From 9 to 18 June is Architecture week.

But what with the dome, Tate Modern, the Lowry and what have you, the public might well be forgiven for thinking that it is Architecture Year.

Designed to promote awareness of architecture and help explain how good architectural development can be achieved, this is the fourth time the event has been staged.

Last year, it kicked off with a breakfast for the great and the good in the almost completed Tate Modern. The event was opened by Janet Street-Porter, now editor of the Independent on Sunday, describing how lucky it was that she was kicked out of her only job as a trainee architect after three weeks.

The development of Tate Modern has probably done more to raise the profile of architecture than all the Architecture Weeks put together. The fact that the architects in question are the relatively unknown Swiss team of Herzog & de Meuron has made a change from the well-publicised mega-projects by the usual suspects. It also helps that it is a conversion of a well-known building, as does the fact that the project is so clearly a balance between art and practicality.

It is always fascinating to be told about something that interests you by somebody who really knows about it

However, what has really captured the public imagination about Bankside is the television programmes that have been made about it, where the whole cast of players has been seen to be doing or not doing their bit.

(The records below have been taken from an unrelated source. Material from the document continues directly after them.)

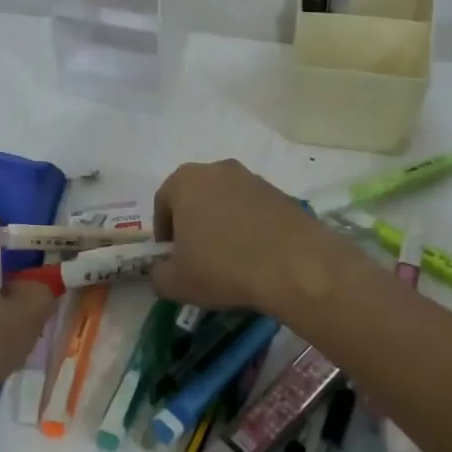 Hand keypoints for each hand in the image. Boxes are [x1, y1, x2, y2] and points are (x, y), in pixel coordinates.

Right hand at [151, 159, 359, 317]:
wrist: (294, 264)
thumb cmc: (222, 267)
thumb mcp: (175, 282)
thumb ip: (157, 275)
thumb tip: (162, 271)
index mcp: (185, 180)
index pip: (163, 203)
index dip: (164, 233)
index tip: (171, 258)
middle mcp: (217, 169)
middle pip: (196, 197)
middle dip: (193, 224)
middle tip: (198, 257)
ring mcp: (253, 178)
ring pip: (226, 202)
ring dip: (222, 225)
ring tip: (229, 259)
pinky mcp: (281, 193)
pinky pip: (254, 210)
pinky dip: (249, 228)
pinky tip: (255, 256) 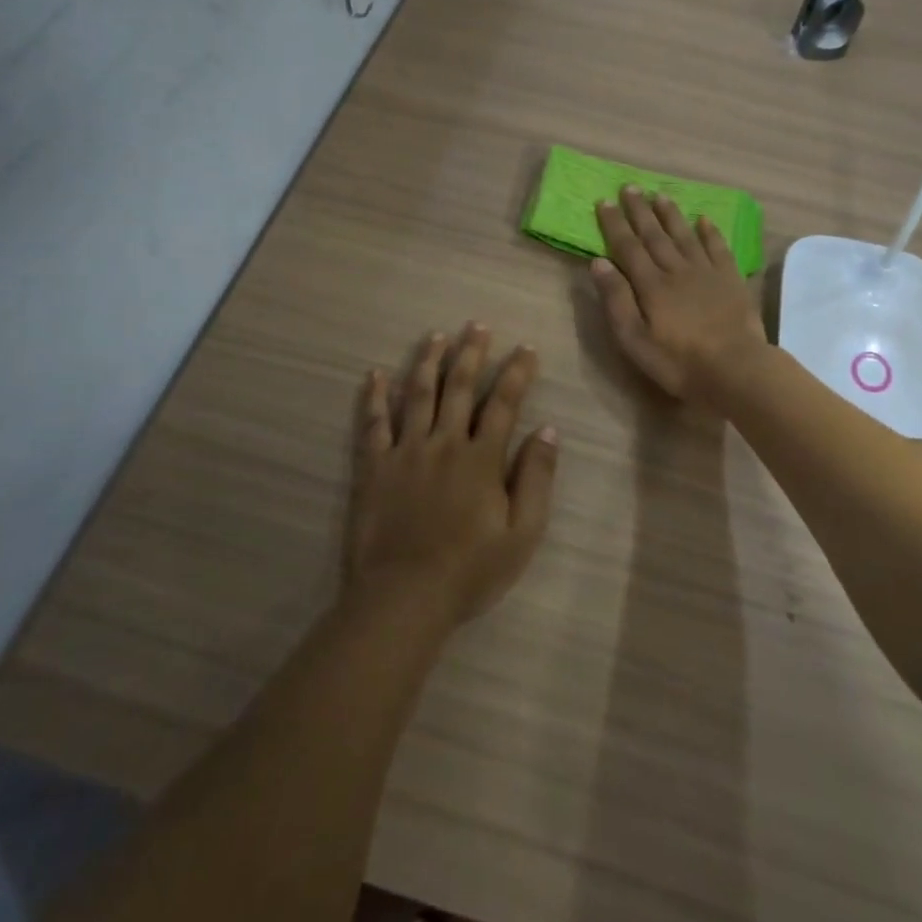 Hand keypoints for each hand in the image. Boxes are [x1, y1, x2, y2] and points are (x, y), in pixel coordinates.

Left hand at [347, 324, 559, 625]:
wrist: (405, 596)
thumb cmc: (470, 570)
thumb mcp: (522, 533)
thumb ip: (536, 479)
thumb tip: (547, 431)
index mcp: (481, 459)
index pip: (503, 404)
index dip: (516, 373)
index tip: (526, 348)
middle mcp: (444, 443)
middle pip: (459, 388)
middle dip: (471, 353)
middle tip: (477, 325)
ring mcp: (405, 452)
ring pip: (417, 395)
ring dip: (428, 362)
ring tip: (436, 336)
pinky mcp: (374, 467)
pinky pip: (373, 424)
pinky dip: (375, 397)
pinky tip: (377, 375)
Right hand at [591, 186, 769, 404]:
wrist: (736, 368)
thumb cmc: (678, 361)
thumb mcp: (634, 339)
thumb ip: (616, 299)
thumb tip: (598, 261)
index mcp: (651, 285)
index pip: (627, 247)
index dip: (614, 224)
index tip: (604, 201)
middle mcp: (677, 270)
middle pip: (654, 235)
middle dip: (639, 210)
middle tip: (630, 187)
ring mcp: (707, 273)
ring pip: (685, 235)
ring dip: (671, 215)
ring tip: (660, 195)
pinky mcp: (731, 280)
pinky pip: (718, 248)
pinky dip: (710, 232)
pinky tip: (704, 219) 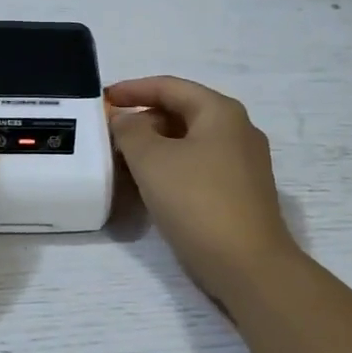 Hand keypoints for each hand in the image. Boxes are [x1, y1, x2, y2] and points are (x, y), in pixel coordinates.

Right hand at [107, 77, 299, 304]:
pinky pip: (199, 167)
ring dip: (155, 147)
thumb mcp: (152, 160)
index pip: (170, 87)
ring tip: (123, 162)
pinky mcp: (242, 193)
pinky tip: (151, 187)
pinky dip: (172, 168)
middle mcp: (238, 131)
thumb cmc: (197, 202)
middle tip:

Most important has been the emphasis the filmmakers have placed on the continuous steely presence of Nicholas Serota, Britain’s most exceptional client.

The other project that has boosted the perception of architecture is the London Eye. Not only is it a delicious piece of engineering but, in a period of little over three months, it seems to have become universally popular, despite the best efforts of the press to take the mick during construction. The wheel, too, has been the subject of television documentaries, so it is fitting that this year Architecture Week opens with Architecture Revolution. Each one of the wheel’s 32 capsules will be taken over by a well-known architect or architectural enthusiast (Professor Richard MacCormac, Marco Goldschmied, the London Evening Standard’s Rowan Moore, Sir Jeremy Dixon and so on), and 30 passengers will be invited to sign up for the round-trip and listen to their views on the views.

It’s a great stunt and highly appropriate, not only because the London Eye is genuinely popular, but because it has come about largely as a result of the determination of David Marks and Julia Barfield, two young architects who refused to take no for an answer. It is a reflection of the changing attitude to the nature of procurement that the architects themselves are shareholders in the project, which in effect makes them the client.

Architecture Revolution is the sort of temporary operation one can imagine becoming a regular fixture. It is always fascinating to be told about something that interests you by somebody who really knows about it. Thirty people is about the size of the walking groups you see conducted around the sites of Jack the Ripper’s crimes (Architecture Week boasts many similar architecture walks), and the transparent capsules offer the most effective classroom imaginable. You could opt to listen to Lord Foster explain how he proposes to pedestrianise Trafalgar Square, or Charlie Dimmock on urban planting.